┌──
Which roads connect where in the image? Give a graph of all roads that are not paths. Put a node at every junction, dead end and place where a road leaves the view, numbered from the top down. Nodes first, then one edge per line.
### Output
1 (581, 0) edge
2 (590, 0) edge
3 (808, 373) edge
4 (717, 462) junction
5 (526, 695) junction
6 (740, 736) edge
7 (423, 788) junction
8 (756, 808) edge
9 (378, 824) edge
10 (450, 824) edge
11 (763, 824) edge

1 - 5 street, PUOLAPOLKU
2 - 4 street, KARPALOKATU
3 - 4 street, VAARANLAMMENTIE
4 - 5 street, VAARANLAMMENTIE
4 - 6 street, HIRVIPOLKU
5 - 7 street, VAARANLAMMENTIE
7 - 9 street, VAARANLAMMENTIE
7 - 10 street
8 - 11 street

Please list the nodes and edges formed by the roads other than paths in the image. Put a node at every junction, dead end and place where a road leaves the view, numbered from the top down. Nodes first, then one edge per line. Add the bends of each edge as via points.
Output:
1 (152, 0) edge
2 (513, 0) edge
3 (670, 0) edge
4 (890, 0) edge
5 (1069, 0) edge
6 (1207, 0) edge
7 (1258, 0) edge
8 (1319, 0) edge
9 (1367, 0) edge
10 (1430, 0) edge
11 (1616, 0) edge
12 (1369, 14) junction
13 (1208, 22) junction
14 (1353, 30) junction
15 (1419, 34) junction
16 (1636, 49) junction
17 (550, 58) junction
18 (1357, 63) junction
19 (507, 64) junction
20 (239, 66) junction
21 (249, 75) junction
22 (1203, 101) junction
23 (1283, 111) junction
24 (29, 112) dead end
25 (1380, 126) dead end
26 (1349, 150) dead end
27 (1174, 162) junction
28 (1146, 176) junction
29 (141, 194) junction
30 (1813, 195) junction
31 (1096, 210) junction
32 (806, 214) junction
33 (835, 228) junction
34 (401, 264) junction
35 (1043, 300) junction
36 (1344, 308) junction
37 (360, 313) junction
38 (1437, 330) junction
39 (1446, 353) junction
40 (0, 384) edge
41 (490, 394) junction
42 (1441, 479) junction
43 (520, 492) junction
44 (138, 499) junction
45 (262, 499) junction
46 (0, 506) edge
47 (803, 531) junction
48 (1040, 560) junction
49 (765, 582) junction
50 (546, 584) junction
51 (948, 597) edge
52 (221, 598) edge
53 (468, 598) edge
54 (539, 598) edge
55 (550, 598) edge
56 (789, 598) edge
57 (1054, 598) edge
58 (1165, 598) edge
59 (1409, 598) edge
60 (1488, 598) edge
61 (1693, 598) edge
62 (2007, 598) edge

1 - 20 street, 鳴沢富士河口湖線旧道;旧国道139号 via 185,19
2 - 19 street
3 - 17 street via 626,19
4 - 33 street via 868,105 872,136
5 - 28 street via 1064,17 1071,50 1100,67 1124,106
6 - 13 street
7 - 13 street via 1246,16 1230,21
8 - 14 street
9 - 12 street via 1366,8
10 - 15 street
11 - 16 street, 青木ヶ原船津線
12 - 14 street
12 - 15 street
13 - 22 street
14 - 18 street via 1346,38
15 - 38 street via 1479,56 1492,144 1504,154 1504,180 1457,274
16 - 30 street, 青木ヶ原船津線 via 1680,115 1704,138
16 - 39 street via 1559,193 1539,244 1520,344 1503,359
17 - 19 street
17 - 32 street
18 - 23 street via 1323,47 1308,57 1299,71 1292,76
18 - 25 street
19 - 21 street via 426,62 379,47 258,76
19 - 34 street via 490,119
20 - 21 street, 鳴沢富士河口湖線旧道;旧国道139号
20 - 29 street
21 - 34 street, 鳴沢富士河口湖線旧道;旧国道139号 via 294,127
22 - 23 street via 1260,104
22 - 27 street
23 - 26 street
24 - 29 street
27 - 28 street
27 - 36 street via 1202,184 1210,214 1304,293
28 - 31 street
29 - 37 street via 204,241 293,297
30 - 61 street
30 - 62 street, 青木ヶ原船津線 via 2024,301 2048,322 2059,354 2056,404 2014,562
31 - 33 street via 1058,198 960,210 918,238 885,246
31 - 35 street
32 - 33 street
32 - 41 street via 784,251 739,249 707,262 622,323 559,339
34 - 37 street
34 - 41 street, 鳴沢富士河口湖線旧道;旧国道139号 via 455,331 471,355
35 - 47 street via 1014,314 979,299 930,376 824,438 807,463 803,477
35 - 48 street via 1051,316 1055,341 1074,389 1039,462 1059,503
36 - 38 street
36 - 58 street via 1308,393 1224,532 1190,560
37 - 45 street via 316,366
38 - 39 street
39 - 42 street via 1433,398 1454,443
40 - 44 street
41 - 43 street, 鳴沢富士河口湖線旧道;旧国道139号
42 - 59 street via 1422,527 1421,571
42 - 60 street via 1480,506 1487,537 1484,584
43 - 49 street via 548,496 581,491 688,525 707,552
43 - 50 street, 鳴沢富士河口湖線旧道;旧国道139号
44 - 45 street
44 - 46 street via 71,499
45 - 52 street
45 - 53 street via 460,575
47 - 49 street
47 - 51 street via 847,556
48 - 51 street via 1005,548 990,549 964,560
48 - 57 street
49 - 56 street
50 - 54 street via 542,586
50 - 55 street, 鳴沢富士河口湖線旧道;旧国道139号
└──
◆ **DIRECTIONS FOR THIS TASK**
Each line of the listing that contains the word "first" must be copied.

◆ **REPLY TO THE TASK**
Which roads connect where in the image? Give a graph of all roads that are not paths. Put a node at every junction, dead end and place where a road leaves the view, numbered from the top down. Nodes first, then one edge per line.
Please list the nodes and edges formed by the roads other than paths in the image. Put a node at every junction, dead end and place where a road leaves the view, numbered from the top down. Nodes first, then one edge per line. Add the bends of each edge as via points.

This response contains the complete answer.